We talk to the Weather Café artist about his upcoming project, Incredible Things
Diligent frequenters of Leeds' coffee scene will be well acquainted with the Weather Café. Bringing the weather inside for the spring of 2016, guests donned headphones as they sipped their tea, listening to the voices of over 100 people living in Leeds share their stories, taking a moment of peace within the calming nature of wind, rain and fog. It was there, and then it was gone, vanishing into the mist and leaving behind it a series of questions: was it really a coffee shop at all, or something more?
David Shearing was the brains behind the project, and a man well versed in bringing the unusual into the everyday. A London-born immersive artist who has spent the last eight years living and working in Leeds, his installations look to bridge the gap between fine art and performance, often exposing those who have no experience of art to something they view regularly and even take for granted; for example, the humble coffee shop.
“As an artist I’m always interested in turning things upside down and inside out – bringing the weather indoors, making magic without reason,” he says. “The Weather Café for me was just a sort of intervention; it was advertised as a new café opening, so lots of people didn’t realise it was an artwork.
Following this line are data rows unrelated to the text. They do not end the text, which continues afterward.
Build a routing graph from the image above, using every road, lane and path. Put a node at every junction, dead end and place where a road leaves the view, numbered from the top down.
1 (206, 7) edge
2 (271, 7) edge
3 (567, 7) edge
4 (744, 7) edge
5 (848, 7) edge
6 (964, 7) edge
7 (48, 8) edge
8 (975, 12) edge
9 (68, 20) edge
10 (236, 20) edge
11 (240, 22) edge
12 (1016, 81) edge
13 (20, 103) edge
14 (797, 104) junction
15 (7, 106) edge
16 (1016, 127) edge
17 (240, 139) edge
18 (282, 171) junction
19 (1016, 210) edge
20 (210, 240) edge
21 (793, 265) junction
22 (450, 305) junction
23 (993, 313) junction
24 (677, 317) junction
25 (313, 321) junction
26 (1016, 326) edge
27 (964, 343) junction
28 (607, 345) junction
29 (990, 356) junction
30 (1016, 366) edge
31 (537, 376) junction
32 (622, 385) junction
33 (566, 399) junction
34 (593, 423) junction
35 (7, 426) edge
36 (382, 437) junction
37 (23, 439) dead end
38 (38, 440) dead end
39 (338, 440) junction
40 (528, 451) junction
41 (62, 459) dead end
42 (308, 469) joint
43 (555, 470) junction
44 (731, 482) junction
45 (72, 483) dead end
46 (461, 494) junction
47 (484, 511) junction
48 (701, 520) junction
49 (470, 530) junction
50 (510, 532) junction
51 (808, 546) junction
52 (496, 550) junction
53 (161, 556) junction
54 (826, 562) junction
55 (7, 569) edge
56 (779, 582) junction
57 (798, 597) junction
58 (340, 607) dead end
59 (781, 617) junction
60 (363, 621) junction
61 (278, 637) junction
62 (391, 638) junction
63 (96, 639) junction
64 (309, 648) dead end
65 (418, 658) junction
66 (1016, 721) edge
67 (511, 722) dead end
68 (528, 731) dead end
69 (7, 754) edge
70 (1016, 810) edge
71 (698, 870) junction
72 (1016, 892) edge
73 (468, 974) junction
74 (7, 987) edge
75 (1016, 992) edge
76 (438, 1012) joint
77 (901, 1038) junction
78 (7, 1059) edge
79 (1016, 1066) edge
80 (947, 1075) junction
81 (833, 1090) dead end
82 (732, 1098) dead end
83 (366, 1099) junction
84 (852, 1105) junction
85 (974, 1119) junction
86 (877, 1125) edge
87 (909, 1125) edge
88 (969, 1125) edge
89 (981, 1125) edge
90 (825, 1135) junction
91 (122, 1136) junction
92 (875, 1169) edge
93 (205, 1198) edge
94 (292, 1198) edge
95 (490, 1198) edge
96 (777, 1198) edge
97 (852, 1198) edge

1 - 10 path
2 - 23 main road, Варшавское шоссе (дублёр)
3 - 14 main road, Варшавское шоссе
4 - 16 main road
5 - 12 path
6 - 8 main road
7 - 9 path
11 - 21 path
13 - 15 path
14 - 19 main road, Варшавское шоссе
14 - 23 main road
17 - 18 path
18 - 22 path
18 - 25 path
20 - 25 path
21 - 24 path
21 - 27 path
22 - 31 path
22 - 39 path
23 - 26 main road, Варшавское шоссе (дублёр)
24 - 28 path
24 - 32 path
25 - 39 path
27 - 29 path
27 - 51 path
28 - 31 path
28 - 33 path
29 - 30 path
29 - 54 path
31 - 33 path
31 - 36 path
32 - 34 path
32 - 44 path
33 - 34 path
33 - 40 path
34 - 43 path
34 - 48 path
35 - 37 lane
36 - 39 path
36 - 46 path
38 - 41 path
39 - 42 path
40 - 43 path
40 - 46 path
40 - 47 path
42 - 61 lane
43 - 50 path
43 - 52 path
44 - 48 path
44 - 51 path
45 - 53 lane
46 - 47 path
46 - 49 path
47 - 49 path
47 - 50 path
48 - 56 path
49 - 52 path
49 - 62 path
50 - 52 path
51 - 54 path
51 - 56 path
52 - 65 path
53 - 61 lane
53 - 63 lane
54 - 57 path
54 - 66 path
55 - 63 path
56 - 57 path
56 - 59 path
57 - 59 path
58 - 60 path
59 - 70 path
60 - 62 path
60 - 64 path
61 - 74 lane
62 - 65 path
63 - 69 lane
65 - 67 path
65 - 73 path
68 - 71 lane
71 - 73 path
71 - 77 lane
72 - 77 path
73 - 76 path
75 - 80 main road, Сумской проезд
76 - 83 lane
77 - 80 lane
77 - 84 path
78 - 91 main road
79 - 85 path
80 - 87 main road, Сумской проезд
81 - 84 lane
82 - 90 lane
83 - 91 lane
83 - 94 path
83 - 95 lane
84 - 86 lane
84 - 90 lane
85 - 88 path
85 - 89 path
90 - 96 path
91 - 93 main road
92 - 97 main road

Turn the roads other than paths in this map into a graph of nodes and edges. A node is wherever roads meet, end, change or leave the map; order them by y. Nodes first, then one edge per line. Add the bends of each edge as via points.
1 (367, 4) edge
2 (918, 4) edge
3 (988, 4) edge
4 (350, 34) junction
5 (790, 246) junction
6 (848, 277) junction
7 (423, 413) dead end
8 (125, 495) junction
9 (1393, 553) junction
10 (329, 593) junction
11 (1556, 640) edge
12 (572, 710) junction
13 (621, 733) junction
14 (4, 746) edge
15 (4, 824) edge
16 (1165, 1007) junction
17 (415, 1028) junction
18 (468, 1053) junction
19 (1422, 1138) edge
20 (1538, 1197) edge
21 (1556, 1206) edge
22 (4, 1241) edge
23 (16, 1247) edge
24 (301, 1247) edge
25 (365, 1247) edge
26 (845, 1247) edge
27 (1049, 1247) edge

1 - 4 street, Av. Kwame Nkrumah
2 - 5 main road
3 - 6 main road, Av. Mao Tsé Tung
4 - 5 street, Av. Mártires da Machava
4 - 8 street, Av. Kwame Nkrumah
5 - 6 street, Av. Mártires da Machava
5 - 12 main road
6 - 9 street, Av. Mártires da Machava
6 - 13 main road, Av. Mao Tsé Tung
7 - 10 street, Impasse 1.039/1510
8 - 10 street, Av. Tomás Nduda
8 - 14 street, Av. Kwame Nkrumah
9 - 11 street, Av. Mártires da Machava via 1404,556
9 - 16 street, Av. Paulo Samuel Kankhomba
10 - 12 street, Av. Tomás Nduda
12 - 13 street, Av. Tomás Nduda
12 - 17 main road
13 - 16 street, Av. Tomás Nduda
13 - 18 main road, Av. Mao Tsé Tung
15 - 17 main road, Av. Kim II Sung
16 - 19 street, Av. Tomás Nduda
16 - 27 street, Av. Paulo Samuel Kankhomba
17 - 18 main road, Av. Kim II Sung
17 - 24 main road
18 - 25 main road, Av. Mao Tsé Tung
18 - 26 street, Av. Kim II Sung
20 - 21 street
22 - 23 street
"I kind of liked that threshold between art and life. It started our work towards building compassion with other people, trying to understand people we don’t know – like when you’re sat next to somebody in a café but you don’t know their story. I wanted to reveal people's stories, and I think a lot of people found it to be quite a release.”
This year - driven by the desire to foster more inclusion in a world increasingly divided by politics, fast-paced lifestyles and social-media-fuelled narcissism - David and his team have gone one step bigger. Widening their net across Leeds as a whole, they came up with Incredible Things – a project that aims to create 100 happenings across Leeds that feed into his three key words: wild, beautiful and magical.
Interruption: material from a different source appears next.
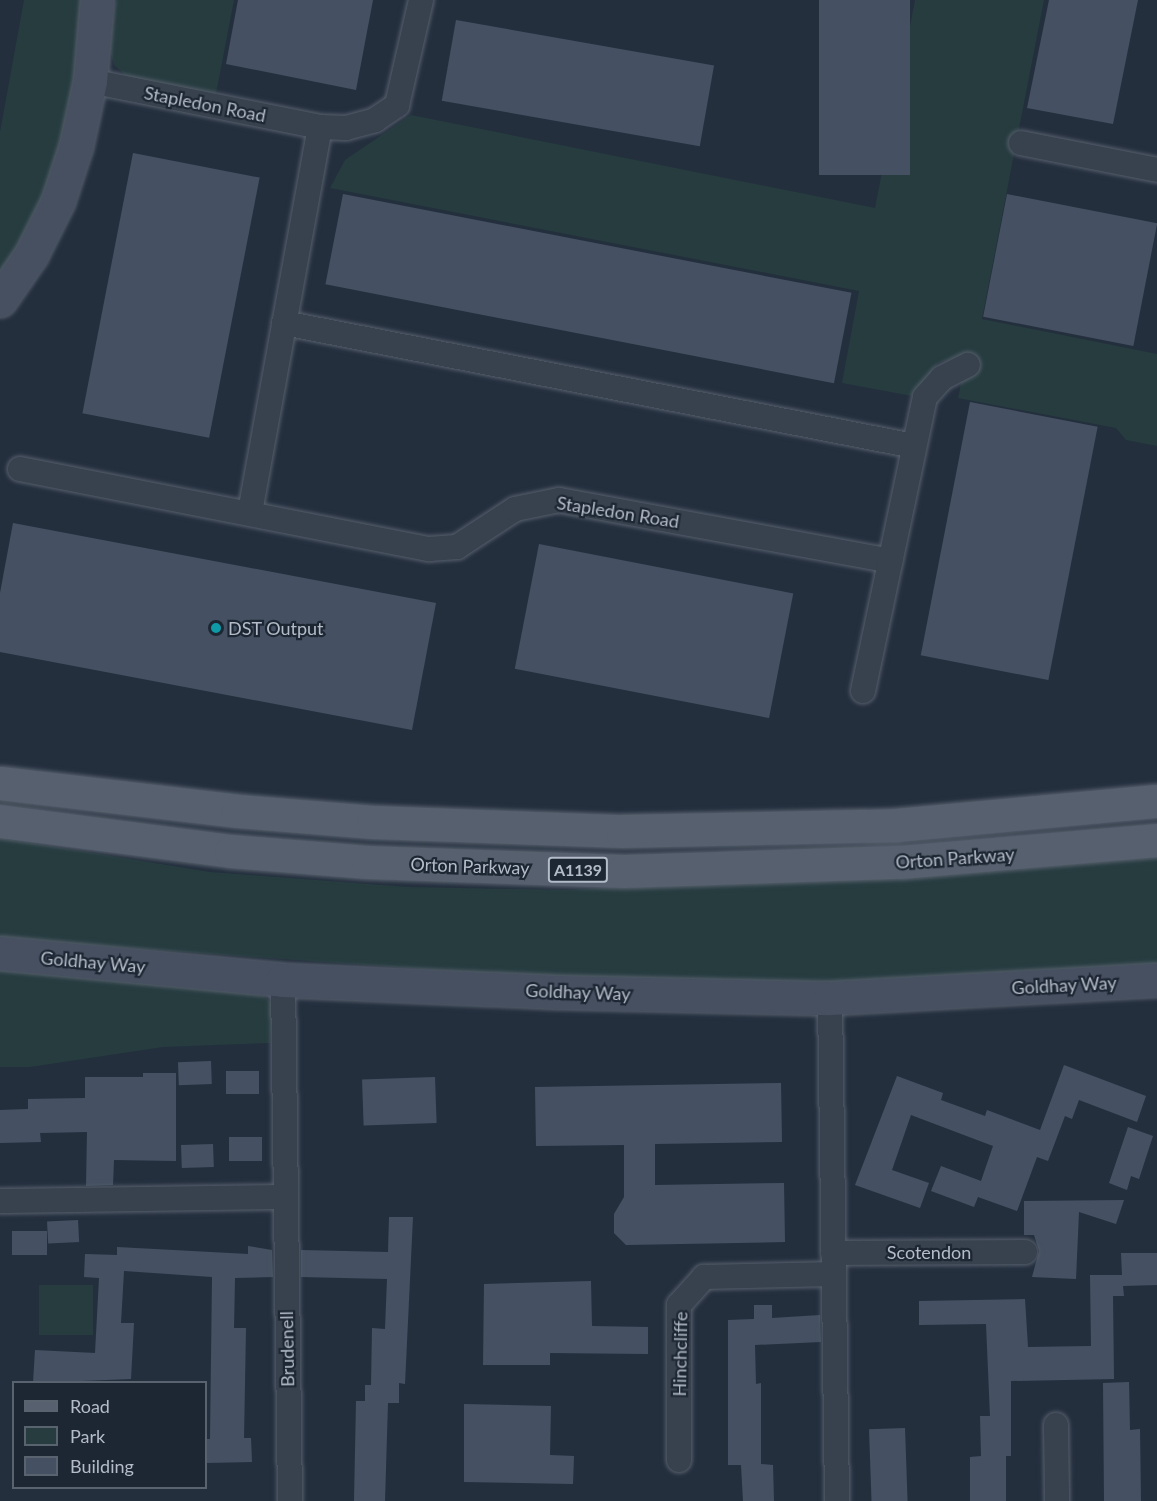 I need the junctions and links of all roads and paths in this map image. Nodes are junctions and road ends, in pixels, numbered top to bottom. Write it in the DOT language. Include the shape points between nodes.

“The idea first emerged in 2014. Often ideas for projects take a bit of time to come together and find partners and reshape contingencies but, in essence, I think it was inspired by two things – the experience of doing the café and Brexit," he explains. “I think after Brexit it was acknowledging that there were two very clear lines and people do think differently, perhaps we’re not as shared and as crossed over as we like to think we are, but there are ways we can challenge that.
“And so we came up with the idea to create 100 incredible happenings across the city. It might be next year, it might be a little longer term, but what we wanted to do was to start mapping out what they could be, talking to people to ask ‘if you could do something that was wild, beautiful and magical, what would you do and who would you do it for?’ And that’s how we built our manifesto.”
'If you could do something that was wild, beautiful and magical, what would you do and who would you do it for?'
The manifesto that hangs upon the wall in the team’s collaborative space on Vicar Lane is an admirable one – invested in free access, creating new perspectives of the city and fostering community spirit, it forms the guidelines that are shaping the project in its current research and development phase, taking place right across Leeds and its suburbs.
“We’re now doing ten workshops across the city, working with different groups – we’ll inhabit a space and people will come and talk to us about what they think makes an incredible thing, and also about who is marginalised in our society – who do you not get to speak to on a daily basis?”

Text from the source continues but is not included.